Exercise description — Please write out all the data that follows exactly, without the pictures.

[Saved data entries]
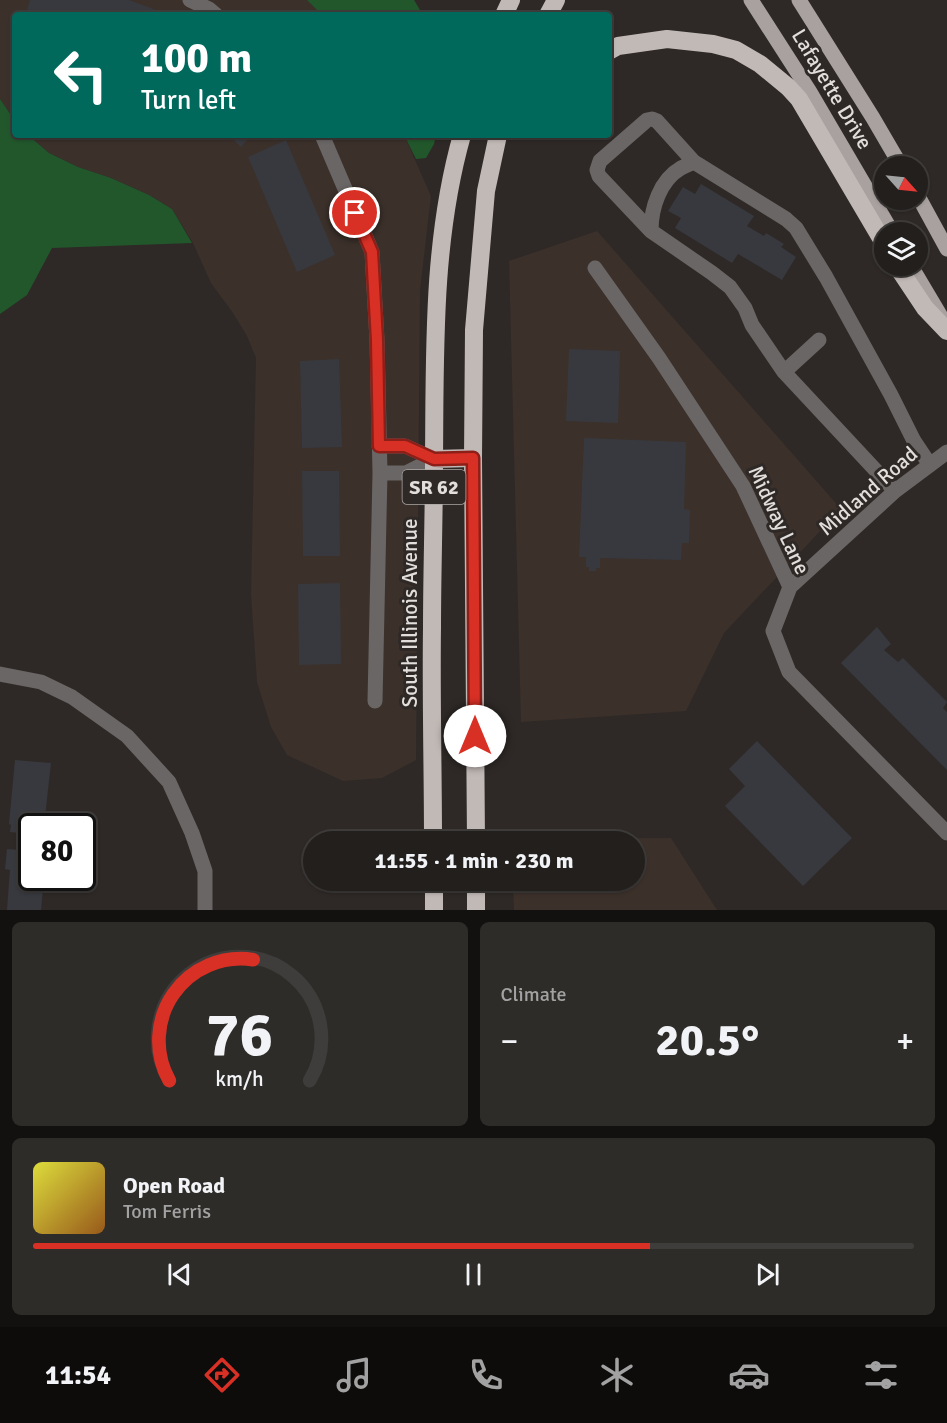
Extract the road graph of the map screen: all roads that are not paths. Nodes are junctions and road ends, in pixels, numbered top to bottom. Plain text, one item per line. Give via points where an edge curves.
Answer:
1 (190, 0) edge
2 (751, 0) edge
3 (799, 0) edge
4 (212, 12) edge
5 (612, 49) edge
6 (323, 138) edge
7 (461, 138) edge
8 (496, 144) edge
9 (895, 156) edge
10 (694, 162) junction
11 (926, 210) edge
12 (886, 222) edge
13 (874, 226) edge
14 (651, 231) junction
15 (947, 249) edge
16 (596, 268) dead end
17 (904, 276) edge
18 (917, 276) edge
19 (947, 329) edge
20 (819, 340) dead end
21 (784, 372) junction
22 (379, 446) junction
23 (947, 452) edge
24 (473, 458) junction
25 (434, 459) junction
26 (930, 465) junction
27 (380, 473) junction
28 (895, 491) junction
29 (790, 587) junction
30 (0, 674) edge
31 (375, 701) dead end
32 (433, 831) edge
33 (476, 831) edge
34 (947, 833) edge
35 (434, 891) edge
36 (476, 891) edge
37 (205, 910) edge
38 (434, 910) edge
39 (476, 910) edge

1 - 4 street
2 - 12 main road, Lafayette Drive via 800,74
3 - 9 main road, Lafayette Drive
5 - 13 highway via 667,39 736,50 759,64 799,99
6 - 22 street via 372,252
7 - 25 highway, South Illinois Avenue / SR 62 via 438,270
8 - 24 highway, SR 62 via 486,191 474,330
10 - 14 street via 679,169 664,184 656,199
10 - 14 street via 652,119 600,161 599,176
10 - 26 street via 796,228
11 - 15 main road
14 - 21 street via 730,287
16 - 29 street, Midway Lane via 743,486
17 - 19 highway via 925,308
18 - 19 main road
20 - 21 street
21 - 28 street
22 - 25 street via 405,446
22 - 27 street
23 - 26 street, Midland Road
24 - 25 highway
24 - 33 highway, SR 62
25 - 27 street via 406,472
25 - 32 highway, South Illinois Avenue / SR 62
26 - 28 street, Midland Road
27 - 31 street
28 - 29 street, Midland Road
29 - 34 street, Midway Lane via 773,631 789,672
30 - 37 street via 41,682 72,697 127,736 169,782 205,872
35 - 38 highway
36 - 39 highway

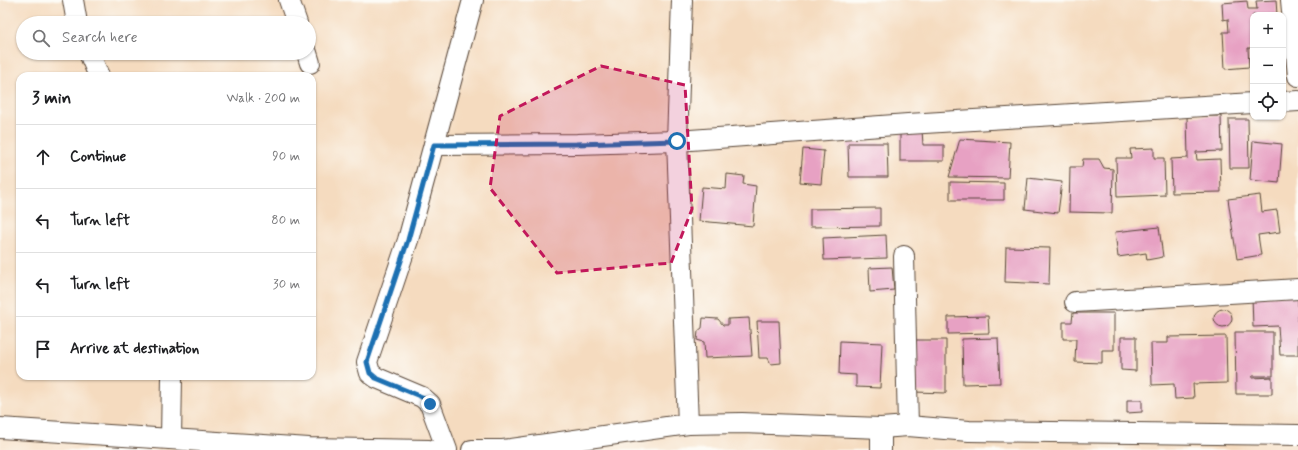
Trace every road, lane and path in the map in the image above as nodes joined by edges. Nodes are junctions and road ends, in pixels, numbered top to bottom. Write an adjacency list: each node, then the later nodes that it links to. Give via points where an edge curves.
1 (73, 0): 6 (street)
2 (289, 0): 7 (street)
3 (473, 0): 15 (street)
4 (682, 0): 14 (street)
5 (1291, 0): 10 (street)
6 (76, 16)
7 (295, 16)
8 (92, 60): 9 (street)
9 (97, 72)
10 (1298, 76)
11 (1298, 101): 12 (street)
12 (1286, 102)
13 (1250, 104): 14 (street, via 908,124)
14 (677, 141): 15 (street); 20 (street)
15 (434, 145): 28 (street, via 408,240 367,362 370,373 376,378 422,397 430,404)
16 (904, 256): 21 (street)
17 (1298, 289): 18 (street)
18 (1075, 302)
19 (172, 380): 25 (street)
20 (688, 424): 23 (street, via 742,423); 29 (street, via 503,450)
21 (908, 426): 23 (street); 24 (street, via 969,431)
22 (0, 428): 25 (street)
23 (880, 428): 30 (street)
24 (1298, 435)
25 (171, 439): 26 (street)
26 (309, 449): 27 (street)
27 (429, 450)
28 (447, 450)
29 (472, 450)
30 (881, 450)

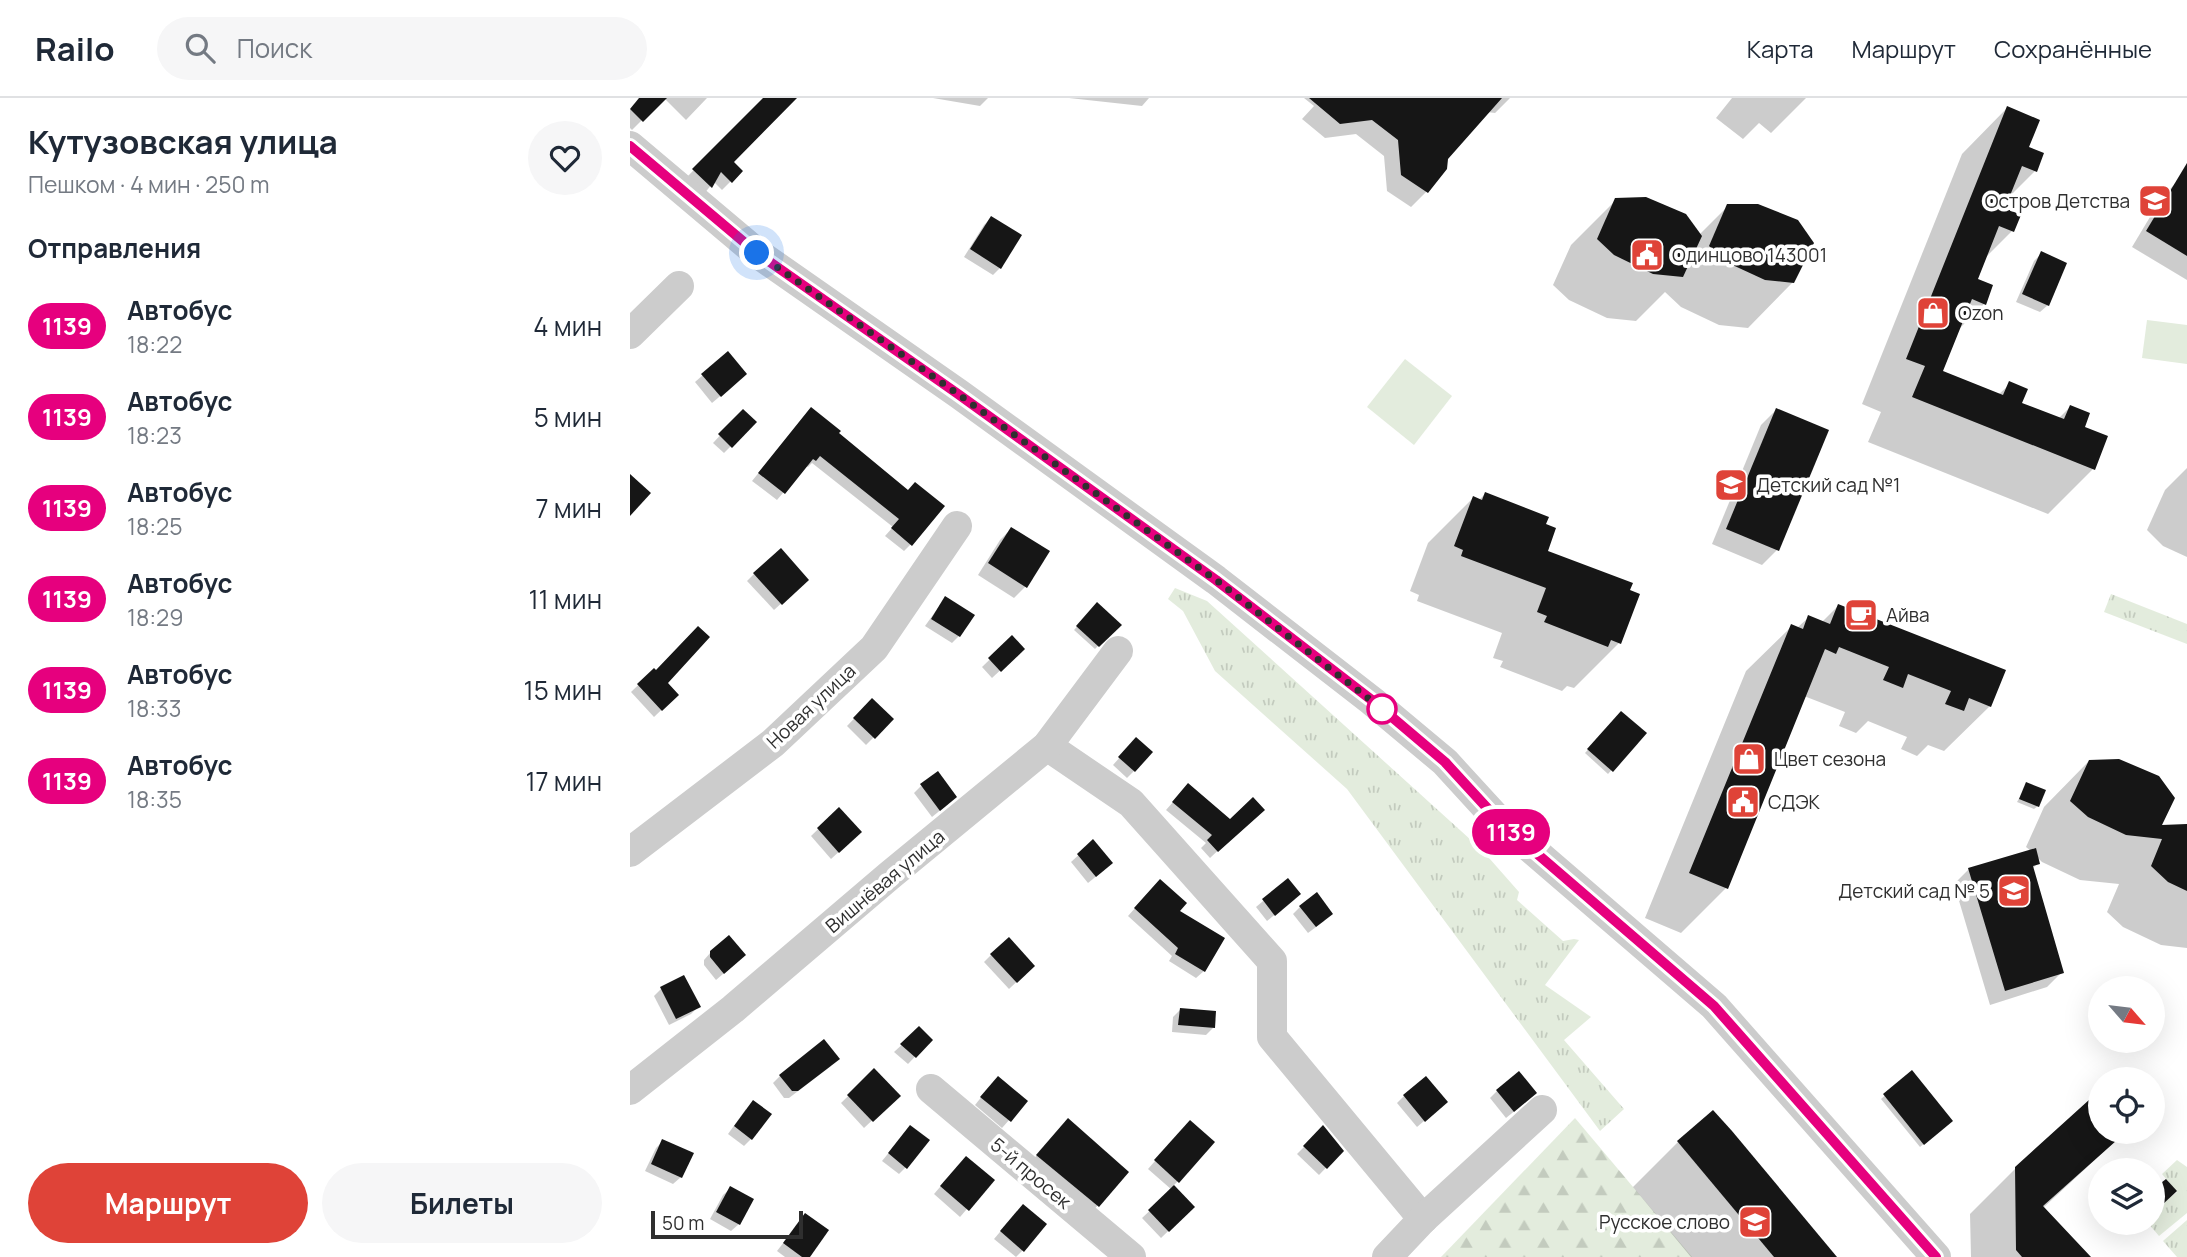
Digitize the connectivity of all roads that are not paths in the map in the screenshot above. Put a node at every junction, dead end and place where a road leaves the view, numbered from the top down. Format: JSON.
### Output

Final answer —
Extract the road graph of the map screen: all roads that are not paths. Nodes are junctions and road ends, in pixels, numbered top to bottom. Plain text, one item per line. Give via points where an edge curves.
Answer:
1 (190, 0) edge
2 (751, 0) edge
3 (799, 0) edge
4 (212, 12) edge
5 (612, 49) edge
6 (323, 138) edge
7 (461, 138) edge
8 (496, 144) edge
9 (895, 156) edge
10 (694, 162) junction
11 (926, 210) edge
12 (886, 222) edge
13 (874, 226) edge
14 (651, 231) junction
15 (947, 249) edge
16 (596, 268) dead end
17 (904, 276) edge
18 (917, 276) edge
19 (947, 329) edge
20 (819, 340) dead end
21 (784, 372) junction
22 (379, 446) junction
23 (947, 452) edge
24 (473, 458) junction
25 (434, 459) junction
26 (930, 465) junction
27 (380, 473) junction
28 (895, 491) junction
29 (790, 587) junction
30 (0, 674) edge
31 (375, 701) dead end
32 (433, 831) edge
33 (476, 831) edge
34 (947, 833) edge
35 (434, 891) edge
36 (476, 891) edge
37 (205, 910) edge
38 (434, 910) edge
39 (476, 910) edge

1 - 4 street
2 - 12 main road, Lafayette Drive via 800,74
3 - 9 main road, Lafayette Drive
5 - 13 highway via 667,39 736,50 759,64 799,99
6 - 22 street via 372,252
7 - 25 highway, South Illinois Avenue / SR 62 via 438,270
8 - 24 highway, SR 62 via 486,191 474,330
10 - 14 street via 679,169 664,184 656,199
10 - 14 street via 652,119 600,161 599,176
10 - 26 street via 796,228
11 - 15 main road
14 - 21 street via 730,287
16 - 29 street, Midway Lane via 743,486
17 - 19 highway via 925,308
18 - 19 main road
20 - 21 street
21 - 28 street
22 - 25 street via 405,446
22 - 27 street
23 - 26 street, Midland Road
24 - 25 highway
24 - 33 highway, SR 62
25 - 27 street via 406,472
25 - 32 highway, South Illinois Avenue / SR 62
26 - 28 street, Midland Road
27 - 31 street
28 - 29 street, Midland Road
29 - 34 street, Midway Lane via 773,631 789,672
30 - 37 street via 41,682 72,697 127,736 169,782 205,872
35 - 38 highway
36 - 39 highway

Trace every road, lane and path in the map in the image above as nodes joined by edges. Nodes are junctions and road ends, in pixels, numbered top to bottom. Write an adjacency list: each node, then the later nodes that it links to. Give via points where an edge curves.
1 (73, 0): 6 (street)
2 (289, 0): 7 (street)
3 (473, 0): 15 (street)
4 (682, 0): 14 (street)
5 (1291, 0): 10 (street)
6 (76, 16)
7 (295, 16)
8 (92, 60): 9 (street)
9 (97, 72)
10 (1298, 76)
11 (1298, 101): 12 (street)
12 (1286, 102)
13 (1250, 104): 14 (street, via 908,124)
14 (677, 141): 15 (street); 20 (street)
15 (434, 145): 28 (street, via 408,240 367,362 370,373 376,378 422,397 430,404)
16 (904, 256): 21 (street)
17 (1298, 289): 18 (street)
18 (1075, 302)
19 (172, 380): 25 (street)
20 (688, 424): 23 (street, via 742,423); 29 (street, via 503,450)
21 (908, 426): 23 (street); 24 (street, via 969,431)
22 (0, 428): 25 (street)
23 (880, 428): 30 (street)
24 (1298, 435)
25 (171, 439): 26 (street)
26 (309, 449): 27 (street)
27 (429, 450)
28 (447, 450)
29 (472, 450)
30 (881, 450)

Digitize the connectivity of all roads that are not paths in the map in the screenshot above. Put a node at every junction, dead end and place where a road leaves the view, numbered from the top down. Format: JSON.
### Output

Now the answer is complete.